Get a biz license
Published 4:00 am Friday, December 29, 2006
While we didn’t much like the idea of a new city of Bend business license when the idea first came up last year, now that it’s part of city law, those who need the thing should make the effort to get it.
Nearly everyone doing business in Bend, from your accountant to the grocery store to the shop where you have your hair cut, is required to obtain the $50 license each year. Even home businesses, Internet businesses based in the city and businesses from outside the city, such as repair or delivery services that work inside the city limits, must pony up. Realtors are exempt, thanks to state law, and individuals who contract for space in places like beauty shops need not get them, though the shop owner must. Nonprofit agencies also are exempt from the fee, though they must register with the city.
The city got into the licensing game in part as a safety measure. Knowing where businesses are located and whether they are complying with city code should make the city a safer place to be, the thinking goes, though that remains to be seen.
At the same time, the prospect of beefing up the city’s ailing general fund was clearly a part of the attraction of adding the license. City councilors believed they could add as much as $335,000 from as many as 6,500 businesses to the fund each year when they adopted the license, money that would go to fund public safety services.
So far, that hasn’t happened. In fact, the city had collected only $137,200 by midweek, far short of what it expected, and businesses face a Dec. 31 deadline – today, actually, because city offices will be closed over the weekend – to obtain the license. While the city won’t begin imposing fines until August, those applying for the first time after Feb. 17 will have to pay for two years at once.

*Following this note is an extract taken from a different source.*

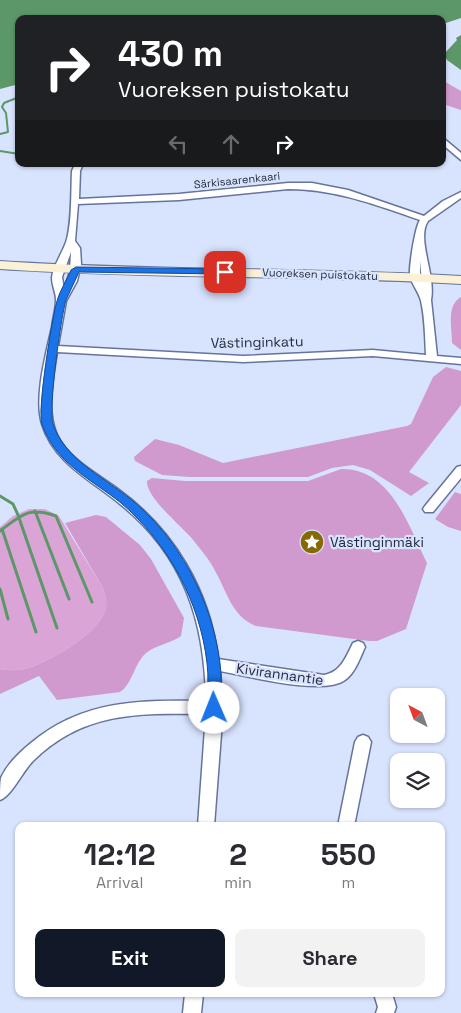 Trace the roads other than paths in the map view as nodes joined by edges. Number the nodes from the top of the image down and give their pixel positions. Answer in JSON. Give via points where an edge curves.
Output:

It’s unclear how the city expects to or can enforce the licensing requirement in the months ahead. It will be easy in some cases – a clearly visible shop downtown, for example, can be checked against a list of those who have obtained licenses. But home businesses and those from out of town likely will be far more difficult to track down.
Enforcement won’t be a serious problem if those subject to the licensing ordinance take it upon themselves to obey the law without being pressured to do so. They should. The requirement is, after all, the law.